Oct4 is progressively suppressed by germ cell nuclear factor in the early neural cell lineage

We found that Oct4 is initially present in pNSCs but decreases as these cells mature into dNSCs. Specifically, GCNF acts to suppress Oct4 levels at strategic points in development, which is essential for the transition to dNSCs. When GCNF is absent, Oct4 levels remain high, preventing this critical transition.

Loss of GCNF prevents the transition from primitive neural stem cells to definitive neural stem cells

In mouse embryos lacking GCNF, we observed that while pNSCs continue to proliferate, their ability to transition into dNSCs is drastically reduced. This indicates that GCNF is essential for facilitating the maturation necessary for NSCs to become more specialized.

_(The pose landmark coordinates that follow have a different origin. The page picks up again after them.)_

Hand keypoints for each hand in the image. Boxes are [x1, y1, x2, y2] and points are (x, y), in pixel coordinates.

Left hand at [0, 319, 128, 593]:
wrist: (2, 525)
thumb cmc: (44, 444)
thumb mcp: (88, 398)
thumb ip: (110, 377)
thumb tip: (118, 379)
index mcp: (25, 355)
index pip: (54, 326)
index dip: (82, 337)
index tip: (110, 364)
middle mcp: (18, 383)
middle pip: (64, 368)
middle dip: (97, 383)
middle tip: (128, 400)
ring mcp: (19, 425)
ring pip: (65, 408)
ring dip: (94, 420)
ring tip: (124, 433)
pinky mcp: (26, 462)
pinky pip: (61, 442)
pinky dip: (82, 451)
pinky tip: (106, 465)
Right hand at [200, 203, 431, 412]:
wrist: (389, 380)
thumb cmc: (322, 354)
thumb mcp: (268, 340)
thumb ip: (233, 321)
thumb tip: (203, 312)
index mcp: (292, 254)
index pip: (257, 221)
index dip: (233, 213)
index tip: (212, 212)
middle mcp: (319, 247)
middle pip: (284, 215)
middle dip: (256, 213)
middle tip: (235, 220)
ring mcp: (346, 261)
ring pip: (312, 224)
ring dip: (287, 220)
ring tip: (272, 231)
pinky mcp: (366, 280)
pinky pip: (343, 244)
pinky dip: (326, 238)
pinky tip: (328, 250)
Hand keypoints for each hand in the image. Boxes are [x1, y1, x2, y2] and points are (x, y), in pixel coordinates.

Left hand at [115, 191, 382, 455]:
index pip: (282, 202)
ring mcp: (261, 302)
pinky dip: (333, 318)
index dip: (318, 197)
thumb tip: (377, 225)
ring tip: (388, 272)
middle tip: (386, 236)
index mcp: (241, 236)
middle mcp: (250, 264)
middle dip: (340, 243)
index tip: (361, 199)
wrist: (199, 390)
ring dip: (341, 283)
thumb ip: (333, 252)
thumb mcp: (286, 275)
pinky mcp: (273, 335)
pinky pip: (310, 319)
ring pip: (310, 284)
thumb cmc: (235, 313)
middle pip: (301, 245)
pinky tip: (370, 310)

Neural stem cells derived from GCNF-deficient embryos retain high expression of Oct4

Despite efforts to advance the differentiation of GCNF-deficient NSCs, these cells showed sustained Oct4 expression, suggesting they might be stuck in an immature state. This persistence of Oct4 likely restricts their maturation and subsequent ability to effectively contribute to the nervous system.

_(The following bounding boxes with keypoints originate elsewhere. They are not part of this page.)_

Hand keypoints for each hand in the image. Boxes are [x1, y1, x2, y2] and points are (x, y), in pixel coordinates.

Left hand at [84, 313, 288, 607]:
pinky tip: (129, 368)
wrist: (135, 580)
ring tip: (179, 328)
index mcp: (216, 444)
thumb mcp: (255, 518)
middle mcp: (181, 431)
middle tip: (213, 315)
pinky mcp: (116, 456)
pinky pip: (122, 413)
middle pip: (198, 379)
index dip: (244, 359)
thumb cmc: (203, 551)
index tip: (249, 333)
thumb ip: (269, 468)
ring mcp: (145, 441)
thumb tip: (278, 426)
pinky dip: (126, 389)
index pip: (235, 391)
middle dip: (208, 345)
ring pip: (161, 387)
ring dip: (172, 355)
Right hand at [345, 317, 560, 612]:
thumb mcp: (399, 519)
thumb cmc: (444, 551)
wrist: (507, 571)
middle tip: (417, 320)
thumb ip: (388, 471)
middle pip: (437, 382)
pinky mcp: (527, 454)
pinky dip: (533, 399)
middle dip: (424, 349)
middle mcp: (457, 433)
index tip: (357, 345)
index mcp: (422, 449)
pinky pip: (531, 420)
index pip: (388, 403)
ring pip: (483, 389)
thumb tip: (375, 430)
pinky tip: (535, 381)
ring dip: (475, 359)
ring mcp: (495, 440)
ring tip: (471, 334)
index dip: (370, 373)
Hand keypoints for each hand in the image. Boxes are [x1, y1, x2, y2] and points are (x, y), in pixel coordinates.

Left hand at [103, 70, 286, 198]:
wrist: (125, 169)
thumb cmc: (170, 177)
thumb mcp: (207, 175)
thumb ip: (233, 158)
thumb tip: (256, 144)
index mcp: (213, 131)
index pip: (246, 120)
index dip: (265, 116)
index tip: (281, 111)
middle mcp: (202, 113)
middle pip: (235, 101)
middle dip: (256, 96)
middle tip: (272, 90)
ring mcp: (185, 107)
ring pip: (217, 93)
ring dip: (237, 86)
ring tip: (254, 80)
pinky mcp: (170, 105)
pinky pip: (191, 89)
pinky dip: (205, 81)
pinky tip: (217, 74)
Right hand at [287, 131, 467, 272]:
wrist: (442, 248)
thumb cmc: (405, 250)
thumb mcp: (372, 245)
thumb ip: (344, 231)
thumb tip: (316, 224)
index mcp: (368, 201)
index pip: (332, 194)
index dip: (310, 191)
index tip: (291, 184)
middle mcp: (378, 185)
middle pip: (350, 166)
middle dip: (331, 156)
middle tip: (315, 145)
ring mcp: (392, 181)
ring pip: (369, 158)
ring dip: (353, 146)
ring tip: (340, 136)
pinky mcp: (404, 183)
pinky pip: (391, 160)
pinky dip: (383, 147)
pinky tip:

GCNF induces DNA methylation of the Oct4 promoter during transitions

We further analyzed the molecular changes occurring during the transition from pNSCs to dNSCs. GCNF was shown to induce specific epigenetic modifications to the Oct4 gene, resulting in its long-term suppression. This suppression is crucial for maintaining the function and limits of NSCs.

Discussion

Overall, our findings underscore the critical role of GCNF in controlling the fate of early neural stem cells through Oct4 regulation. This process is essential for guiding stem cells from a primitive state that can become many different cell types to a definitive state focused on producing neural tissue.

Conclusion

Regulating GCNF and Oct4 is vital for neural development in early embryogenesis, with implications for regenerative medicine. Manipulating these factors could enhance stem cell therapies aimed at repairing nervous system damage or counteracting age-related decline.